Ingénieur, artisan et précurseur dans le domaine des bétons, Pierre Richard y a laissé son empreinte. Pourtant, il est le père des BHP et des Bfup…
Cet article est à retrouver dans le n°72 de Béton[s] le Magazine.
Rendons à César ce qui appartient à César ! Il aura fallu l’association des travaux du physicien Pierre-Gilles de Gennes (1932-2007) sur les mélanges granulaires et ceux de Pierre Richard (né à Villeurbanne en 1927-2002), pour propulser le béton des Romains au rang de matériau High Tech. Qui se souvient de l’homme à l’origine des bétons à hautes performances (BHP) ou des bétons fibrés à ultra hautes performances (Bfup) ? S’est-on réellement penché sur l’un des pères de ces développements “révolutionnaires” pour le monde de la construction ? Remettons-nous dans le contexte.

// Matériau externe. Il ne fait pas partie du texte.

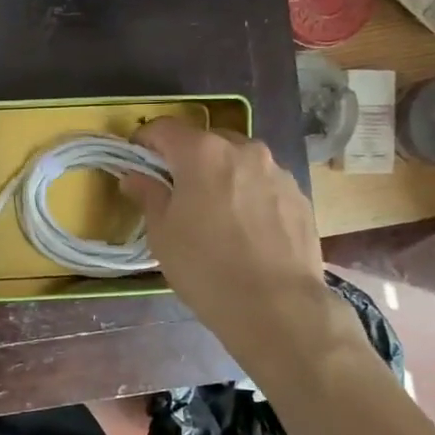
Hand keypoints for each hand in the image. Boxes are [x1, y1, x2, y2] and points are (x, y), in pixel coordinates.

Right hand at [120, 117, 333, 344]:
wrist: (277, 306)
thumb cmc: (206, 267)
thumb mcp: (163, 233)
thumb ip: (148, 196)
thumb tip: (134, 177)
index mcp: (203, 153)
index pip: (165, 128)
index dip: (145, 141)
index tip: (136, 162)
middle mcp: (244, 150)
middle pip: (206, 141)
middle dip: (186, 158)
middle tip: (175, 191)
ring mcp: (277, 171)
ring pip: (239, 161)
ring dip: (221, 176)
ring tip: (214, 213)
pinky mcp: (299, 196)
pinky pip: (264, 184)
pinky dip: (248, 194)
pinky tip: (244, 229)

Celui qui nous intéresse se nomme Pierre Richard. Dès 1967, il est directeur scientifique de l’entreprise Bouygues. Et dans ce cadre, cet ingénieur de l’Ensais (Ecole nationale supérieure des arts et d’industrie de Strasbourg, actuelle Insa) se penche sur les bétons.
Convaincu que l’évolution d’une structure ne peut se faire sans celle des éléments, qui la constituent, Pierre Richard va consacrer sa carrière à la recherche de nouveaux matériaux utilisables, notamment en génie civil. Il commence par développer la réalisation d’éléments préfabriqués en béton précontraint, notamment, pour la construction du Parc des Princes, à Paris (1972). « Pierre Richard avait un sens intuitif des structures. Et cela au premier regard. Il comprenait instantanément leur fonctionnement, sans même faire de calculs. Et “voyait” transiter leurs efforts, se souvient Bernard Raspaud, l’un de ses proches collaborateurs, puis son successeur chez Bouygues. Il était très rigoureux dans ses raisonnements. Son mot d’ordre : “il ne faut rien mettre d’inutile ! C’est ainsi qu’un jour, il m’a confié : “j’ai trouvé ce qu’il faut enlever au béton !” »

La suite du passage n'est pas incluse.